▸ **What you have to do**
A word-for-word transcription of the listing is all that is needed.

- - -

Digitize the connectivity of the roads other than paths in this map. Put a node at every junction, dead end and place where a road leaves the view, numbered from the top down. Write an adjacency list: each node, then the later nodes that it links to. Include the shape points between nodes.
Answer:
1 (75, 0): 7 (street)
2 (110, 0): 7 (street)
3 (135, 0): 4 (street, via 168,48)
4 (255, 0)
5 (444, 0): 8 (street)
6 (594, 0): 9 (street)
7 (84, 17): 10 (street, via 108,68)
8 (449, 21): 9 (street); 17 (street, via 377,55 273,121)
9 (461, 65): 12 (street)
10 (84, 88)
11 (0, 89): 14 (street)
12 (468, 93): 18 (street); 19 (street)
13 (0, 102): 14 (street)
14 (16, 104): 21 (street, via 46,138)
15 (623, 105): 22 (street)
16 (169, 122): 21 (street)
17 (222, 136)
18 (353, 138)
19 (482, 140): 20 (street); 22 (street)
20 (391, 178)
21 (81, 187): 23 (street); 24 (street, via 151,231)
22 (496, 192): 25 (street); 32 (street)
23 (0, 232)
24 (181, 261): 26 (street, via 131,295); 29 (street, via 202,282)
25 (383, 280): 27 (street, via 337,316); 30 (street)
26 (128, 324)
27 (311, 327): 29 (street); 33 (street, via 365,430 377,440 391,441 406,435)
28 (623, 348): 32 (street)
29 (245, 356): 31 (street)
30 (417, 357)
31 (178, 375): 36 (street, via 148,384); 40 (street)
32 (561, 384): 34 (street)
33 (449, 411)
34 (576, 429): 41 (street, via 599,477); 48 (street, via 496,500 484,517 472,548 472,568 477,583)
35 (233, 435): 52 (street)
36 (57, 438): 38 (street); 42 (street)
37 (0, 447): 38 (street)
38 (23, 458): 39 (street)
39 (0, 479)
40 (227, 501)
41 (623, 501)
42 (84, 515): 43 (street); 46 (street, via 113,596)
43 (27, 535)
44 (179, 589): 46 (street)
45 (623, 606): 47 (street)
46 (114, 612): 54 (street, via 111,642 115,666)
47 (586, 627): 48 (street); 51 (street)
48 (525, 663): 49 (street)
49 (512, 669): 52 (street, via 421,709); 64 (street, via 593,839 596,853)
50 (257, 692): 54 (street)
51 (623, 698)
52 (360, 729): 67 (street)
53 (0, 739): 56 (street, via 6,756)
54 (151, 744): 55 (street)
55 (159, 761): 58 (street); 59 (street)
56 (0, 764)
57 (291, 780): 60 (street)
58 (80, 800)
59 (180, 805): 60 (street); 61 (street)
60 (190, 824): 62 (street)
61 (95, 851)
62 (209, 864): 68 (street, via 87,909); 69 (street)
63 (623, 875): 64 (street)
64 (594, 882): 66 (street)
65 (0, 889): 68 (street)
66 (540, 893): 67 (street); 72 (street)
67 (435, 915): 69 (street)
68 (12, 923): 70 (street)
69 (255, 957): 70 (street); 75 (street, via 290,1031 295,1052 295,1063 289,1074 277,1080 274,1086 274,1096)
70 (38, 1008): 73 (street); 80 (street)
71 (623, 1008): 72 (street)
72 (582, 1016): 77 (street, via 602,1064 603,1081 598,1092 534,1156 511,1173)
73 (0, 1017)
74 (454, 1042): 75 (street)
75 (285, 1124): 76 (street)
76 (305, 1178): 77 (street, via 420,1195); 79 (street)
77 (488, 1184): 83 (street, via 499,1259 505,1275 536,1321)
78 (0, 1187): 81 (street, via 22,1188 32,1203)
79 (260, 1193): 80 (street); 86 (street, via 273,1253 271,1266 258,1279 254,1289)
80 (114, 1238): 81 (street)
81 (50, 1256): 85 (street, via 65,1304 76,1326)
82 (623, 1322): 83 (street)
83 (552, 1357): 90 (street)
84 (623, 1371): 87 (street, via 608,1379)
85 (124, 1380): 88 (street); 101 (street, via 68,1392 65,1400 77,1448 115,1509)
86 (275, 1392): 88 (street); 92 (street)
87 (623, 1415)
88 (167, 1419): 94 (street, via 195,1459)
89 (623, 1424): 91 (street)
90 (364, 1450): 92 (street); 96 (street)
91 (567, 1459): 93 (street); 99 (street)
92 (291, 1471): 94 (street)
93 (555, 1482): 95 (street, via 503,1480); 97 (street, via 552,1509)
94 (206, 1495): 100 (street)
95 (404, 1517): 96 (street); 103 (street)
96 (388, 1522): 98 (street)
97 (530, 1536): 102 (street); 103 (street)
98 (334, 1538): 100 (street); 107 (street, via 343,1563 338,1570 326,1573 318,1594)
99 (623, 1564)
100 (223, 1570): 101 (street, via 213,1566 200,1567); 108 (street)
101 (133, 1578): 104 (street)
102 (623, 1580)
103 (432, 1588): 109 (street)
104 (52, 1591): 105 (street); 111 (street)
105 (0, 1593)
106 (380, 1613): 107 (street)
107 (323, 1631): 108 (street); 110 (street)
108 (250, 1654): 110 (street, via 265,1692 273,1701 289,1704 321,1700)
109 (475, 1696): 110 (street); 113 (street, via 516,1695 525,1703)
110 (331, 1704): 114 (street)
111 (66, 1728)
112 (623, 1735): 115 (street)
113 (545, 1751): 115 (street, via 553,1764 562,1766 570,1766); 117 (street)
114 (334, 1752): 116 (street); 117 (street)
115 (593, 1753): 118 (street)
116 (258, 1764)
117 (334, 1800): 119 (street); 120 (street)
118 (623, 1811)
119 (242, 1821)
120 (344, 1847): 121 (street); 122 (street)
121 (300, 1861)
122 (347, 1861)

- - -

▸ **Solution below**
Digitize the connectivity of the roads other than paths in this map. Put a node at every junction, dead end and place where a road leaves the view, numbered from the top down. Write an adjacency list: each node, then the later nodes that it links to. Include the shape points between nodes.
Answer:
1 (75, 0): 7 (street)
2 (110, 0): 7 (street)
3 (135, 0): 4 (street, via 168,48)
4 (255, 0)
5 (444, 0): 8 (street)
6 (594, 0): 9 (street)
7 (84, 17): 10 (street, via 108,68)
8 (449, 21): 9 (street); 17 (street, via 377,55 273,121)
9 (461, 65): 12 (street)
10 (84, 88)
11 (0, 89): 14 (street)
12 (468, 93): 18 (street); 19 (street)
13 (0, 102): 14 (street)
14 (16, 104): 21 (street, via 46,138)
15 (623, 105): 22 (street)
16 (169, 122): 21 (street)
17 (222, 136)
18 (353, 138)
19 (482, 140): 20 (street); 22 (street)
20 (391, 178)
21 (81, 187): 23 (street); 24 (street, via 151,231)
22 (496, 192): 25 (street); 32 (street)
23 (0, 232)
24 (181, 261): 26 (street, via 131,295); 29 (street, via 202,282)
25 (383, 280): 27 (street, via 337,316); 30 (street)
26 (128, 324)
27 (311, 327): 29 (street); 33 (street, via 365,430 377,440 391,441 406,435)
28 (623, 348): 32 (street)
29 (245, 356): 31 (street)
30 (417, 357)
31 (178, 375): 36 (street, via 148,384); 40 (street)
32 (561, 384): 34 (street)
33 (449, 411)
34 (576, 429): 41 (street, via 599,477); 48 (street, via 496,500 484,517 472,548 472,568 477,583)
35 (233, 435): 52 (street)
36 (57, 438): 38 (street); 42 (street)
37 (0, 447): 38 (street)
38 (23, 458): 39 (street)
39 (0, 479)
40 (227, 501)
41 (623, 501)
42 (84, 515): 43 (street); 46 (street, via 113,596)
43 (27, 535)
44 (179, 589): 46 (street)
45 (623, 606): 47 (street)
46 (114, 612): 54 (street, via 111,642 115,666)
47 (586, 627): 48 (street); 51 (street)
48 (525, 663): 49 (street)
49 (512, 669): 52 (street, via 421,709); 64 (street, via 593,839 596,853)
50 (257, 692): 54 (street)
51 (623, 698)
52 (360, 729): 67 (street)
53 (0, 739): 56 (street, via 6,756)
54 (151, 744): 55 (street)
55 (159, 761): 58 (street); 59 (street)
56 (0, 764)
57 (291, 780): 60 (street)
58 (80, 800)
59 (180, 805): 60 (street); 61 (street)
60 (190, 824): 62 (street)
61 (95, 851)
62 (209, 864): 68 (street, via 87,909); 69 (street)
63 (623, 875): 64 (street)
64 (594, 882): 66 (street)
65 (0, 889): 68 (street)
66 (540, 893): 67 (street); 72 (street)
67 (435, 915): 69 (street)
68 (12, 923): 70 (street)
69 (255, 957): 70 (street); 75 (street, via 290,1031 295,1052 295,1063 289,1074 277,1080 274,1086 274,1096)
70 (38, 1008): 73 (street); 80 (street)
71 (623, 1008): 72 (street)
72 (582, 1016): 77 (street, via 602,1064 603,1081 598,1092 534,1156 511,1173)
73 (0, 1017)
74 (454, 1042): 75 (street)
75 (285, 1124): 76 (street)
76 (305, 1178): 77 (street, via 420,1195); 79 (street)
77 (488, 1184): 83 (street, via 499,1259 505,1275 536,1321)
78 (0, 1187): 81 (street, via 22,1188 32,1203)
79 (260, 1193): 80 (street); 86 (street, via 273,1253 271,1266 258,1279 254,1289)
80 (114, 1238): 81 (street)
81 (50, 1256): 85 (street, via 65,1304 76,1326)
82 (623, 1322): 83 (street)
83 (552, 1357): 90 (street)
84 (623, 1371): 87 (street, via 608,1379)
85 (124, 1380): 88 (street); 101 (street, via 68,1392 65,1400 77,1448 115,1509)
86 (275, 1392): 88 (street); 92 (street)
87 (623, 1415)
88 (167, 1419): 94 (street, via 195,1459)
89 (623, 1424): 91 (street)
90 (364, 1450): 92 (street); 96 (street)
91 (567, 1459): 93 (street); 99 (street)
92 (291, 1471): 94 (street)
93 (555, 1482): 95 (street, via 503,1480); 97 (street, via 552,1509)
94 (206, 1495): 100 (street)
95 (404, 1517): 96 (street); 103 (street)
96 (388, 1522): 98 (street)
97 (530, 1536): 102 (street); 103 (street)
98 (334, 1538): 100 (street); 107 (street, via 343,1563 338,1570 326,1573 318,1594)
99 (623, 1564)
100 (223, 1570): 101 (street, via 213,1566 200,1567); 108 (street)
101 (133, 1578): 104 (street)
102 (623, 1580)
103 (432, 1588): 109 (street)
104 (52, 1591): 105 (street); 111 (street)
105 (0, 1593)
106 (380, 1613): 107 (street)
107 (323, 1631): 108 (street); 110 (street)
108 (250, 1654): 110 (street, via 265,1692 273,1701 289,1704 321,1700)
109 (475, 1696): 110 (street); 113 (street, via 516,1695 525,1703)
110 (331, 1704): 114 (street)
111 (66, 1728)
112 (623, 1735): 115 (street)
113 (545, 1751): 115 (street, via 553,1764 562,1766 570,1766); 117 (street)
114 (334, 1752): 116 (street); 117 (street)
115 (593, 1753): 118 (street)
116 (258, 1764)
117 (334, 1800): 119 (street); 120 (street)
118 (623, 1811)
119 (242, 1821)
120 (344, 1847): 121 (street); 122 (street)
121 (300, 1861)
122 (347, 1861)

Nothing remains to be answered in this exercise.